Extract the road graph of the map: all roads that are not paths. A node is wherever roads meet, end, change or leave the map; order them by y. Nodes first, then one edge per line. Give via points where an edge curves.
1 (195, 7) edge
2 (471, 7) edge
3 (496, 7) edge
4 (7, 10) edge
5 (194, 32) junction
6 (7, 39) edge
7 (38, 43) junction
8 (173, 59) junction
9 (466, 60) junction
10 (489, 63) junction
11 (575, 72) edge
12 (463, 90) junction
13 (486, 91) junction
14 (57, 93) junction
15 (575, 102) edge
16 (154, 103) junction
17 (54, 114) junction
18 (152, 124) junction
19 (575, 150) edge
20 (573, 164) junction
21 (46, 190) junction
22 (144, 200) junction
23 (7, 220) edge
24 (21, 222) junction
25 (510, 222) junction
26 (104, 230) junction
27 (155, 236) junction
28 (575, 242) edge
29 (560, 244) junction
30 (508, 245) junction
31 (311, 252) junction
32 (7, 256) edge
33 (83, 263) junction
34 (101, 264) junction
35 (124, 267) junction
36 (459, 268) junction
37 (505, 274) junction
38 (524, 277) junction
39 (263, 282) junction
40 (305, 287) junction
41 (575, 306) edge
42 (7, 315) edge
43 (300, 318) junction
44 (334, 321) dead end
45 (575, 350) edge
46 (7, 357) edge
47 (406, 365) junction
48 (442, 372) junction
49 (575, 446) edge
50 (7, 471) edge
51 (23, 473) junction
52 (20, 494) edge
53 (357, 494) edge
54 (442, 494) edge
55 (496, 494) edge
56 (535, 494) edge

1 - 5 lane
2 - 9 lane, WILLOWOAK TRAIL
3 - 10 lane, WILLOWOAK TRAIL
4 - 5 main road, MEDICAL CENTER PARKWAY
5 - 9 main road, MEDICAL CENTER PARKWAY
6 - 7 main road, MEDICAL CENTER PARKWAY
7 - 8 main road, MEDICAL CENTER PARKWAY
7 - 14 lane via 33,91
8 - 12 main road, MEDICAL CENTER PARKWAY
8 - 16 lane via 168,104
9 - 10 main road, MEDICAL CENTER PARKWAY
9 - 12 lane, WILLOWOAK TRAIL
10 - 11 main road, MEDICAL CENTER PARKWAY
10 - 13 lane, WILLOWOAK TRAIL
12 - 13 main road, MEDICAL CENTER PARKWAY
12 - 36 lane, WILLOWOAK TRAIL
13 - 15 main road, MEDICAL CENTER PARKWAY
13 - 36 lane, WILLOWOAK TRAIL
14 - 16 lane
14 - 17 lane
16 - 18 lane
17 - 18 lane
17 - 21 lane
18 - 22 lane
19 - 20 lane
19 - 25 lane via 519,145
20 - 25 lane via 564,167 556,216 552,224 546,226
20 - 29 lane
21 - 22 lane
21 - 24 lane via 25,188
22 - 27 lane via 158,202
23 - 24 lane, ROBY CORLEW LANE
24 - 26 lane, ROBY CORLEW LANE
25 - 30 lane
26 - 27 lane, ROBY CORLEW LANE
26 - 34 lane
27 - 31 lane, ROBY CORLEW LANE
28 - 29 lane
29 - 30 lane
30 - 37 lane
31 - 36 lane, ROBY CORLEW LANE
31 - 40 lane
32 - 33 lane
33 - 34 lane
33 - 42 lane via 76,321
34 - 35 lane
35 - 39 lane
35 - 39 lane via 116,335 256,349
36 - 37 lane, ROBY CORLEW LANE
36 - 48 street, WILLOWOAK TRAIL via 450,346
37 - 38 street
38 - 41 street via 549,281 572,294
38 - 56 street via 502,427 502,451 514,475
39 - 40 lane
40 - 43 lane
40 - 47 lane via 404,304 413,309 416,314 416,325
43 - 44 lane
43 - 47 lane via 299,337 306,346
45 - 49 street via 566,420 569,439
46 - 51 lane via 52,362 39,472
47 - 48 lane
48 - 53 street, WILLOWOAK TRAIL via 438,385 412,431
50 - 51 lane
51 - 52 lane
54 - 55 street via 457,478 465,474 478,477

> **What needs to be done**:
Could you reproduce the data above exactly as given?

> **Finished exercise**:
Extract the road graph of the map: all roads that are not paths. A node is wherever roads meet, end, change or leave the map; order them by y. Nodes first, then one edge per line. Give via points where an edge curves.
1 (195, 7) edge
2 (471, 7) edge
3 (496, 7) edge
4 (7, 10) edge
5 (194, 32) junction
6 (7, 39) edge
7 (38, 43) junction
8 (173, 59) junction
9 (466, 60) junction
10 (489, 63) junction
11 (575, 72) edge
12 (463, 90) junction
13 (486, 91) junction
14 (57, 93) junction
15 (575, 102) edge
16 (154, 103) junction
17 (54, 114) junction
18 (152, 124) junction
19 (575, 150) edge
20 (573, 164) junction
21 (46, 190) junction
22 (144, 200) junction
23 (7, 220) edge
24 (21, 222) junction
25 (510, 222) junction
26 (104, 230) junction
27 (155, 236) junction
28 (575, 242) edge
29 (560, 244) junction
30 (508, 245) junction
31 (311, 252) junction
32 (7, 256) edge
33 (83, 263) junction
34 (101, 264) junction
35 (124, 267) junction
36 (459, 268) junction
37 (505, 274) junction
38 (524, 277) junction
39 (263, 282) junction
40 (305, 287) junction
41 (575, 306) edge
42 (7, 315) edge
43 (300, 318) junction
44 (334, 321) dead end
45 (575, 350) edge
46 (7, 357) edge
47 (406, 365) junction
48 (442, 372) junction
49 (575, 446) edge
50 (7, 471) edge
51 (23, 473) junction
52 (20, 494) edge
53 (357, 494) edge
54 (442, 494) edge
55 (496, 494) edge
56 (535, 494) edge

1 - 5 lane
2 - 9 lane, WILLOWOAK TRAIL
3 - 10 lane, WILLOWOAK TRAIL
4 - 5 main road, MEDICAL CENTER PARKWAY
5 - 9 main road, MEDICAL CENTER PARKWAY
6 - 7 main road, MEDICAL CENTER PARKWAY
7 - 8 main road, MEDICAL CENTER PARKWAY
7 - 14 lane via 33,91
8 - 12 main road, MEDICAL CENTER PARKWAY
8 - 16 lane via 168,104
9 - 10 main road, MEDICAL CENTER PARKWAY
9 - 12 lane, WILLOWOAK TRAIL
10 - 11 main road, MEDICAL CENTER PARKWAY
10 - 13 lane, WILLOWOAK TRAIL
12 - 13 main road, MEDICAL CENTER PARKWAY
12 - 36 lane, WILLOWOAK TRAIL
13 - 15 main road, MEDICAL CENTER PARKWAY
13 - 36 lane, WILLOWOAK TRAIL
14 - 16 lane
14 - 17 lane
16 - 18 lane
17 - 18 lane
17 - 21 lane
18 - 22 lane
19 - 20 lane
19 - 25 lane via 519,145
20 - 25 lane via 564,167 556,216 552,224 546,226
20 - 29 lane
21 - 22 lane
21 - 24 lane via 25,188
22 - 27 lane via 158,202
23 - 24 lane, ROBY CORLEW LANE
24 - 26 lane, ROBY CORLEW LANE
25 - 30 lane
26 - 27 lane, ROBY CORLEW LANE
26 - 34 lane
27 - 31 lane, ROBY CORLEW LANE
28 - 29 lane
29 - 30 lane
30 - 37 lane
31 - 36 lane, ROBY CORLEW LANE
31 - 40 lane
32 - 33 lane
33 - 34 lane
33 - 42 lane via 76,321
34 - 35 lane
35 - 39 lane
35 - 39 lane via 116,335 256,349
36 - 37 lane, ROBY CORLEW LANE
36 - 48 street, WILLOWOAK TRAIL via 450,346
37 - 38 street
38 - 41 street via 549,281 572,294
38 - 56 street via 502,427 502,451 514,475
39 - 40 lane
40 - 43 lane
40 - 47 lane via 404,304 413,309 416,314 416,325
43 - 44 lane
43 - 47 lane via 299,337 306,346
45 - 49 street via 566,420 569,439
46 - 51 lane via 52,362 39,472
47 - 48 lane
48 - 53 street, WILLOWOAK TRAIL via 438,385 412,431
50 - 51 lane
51 - 52 lane
54 - 55 street via 457,478 465,474 478,477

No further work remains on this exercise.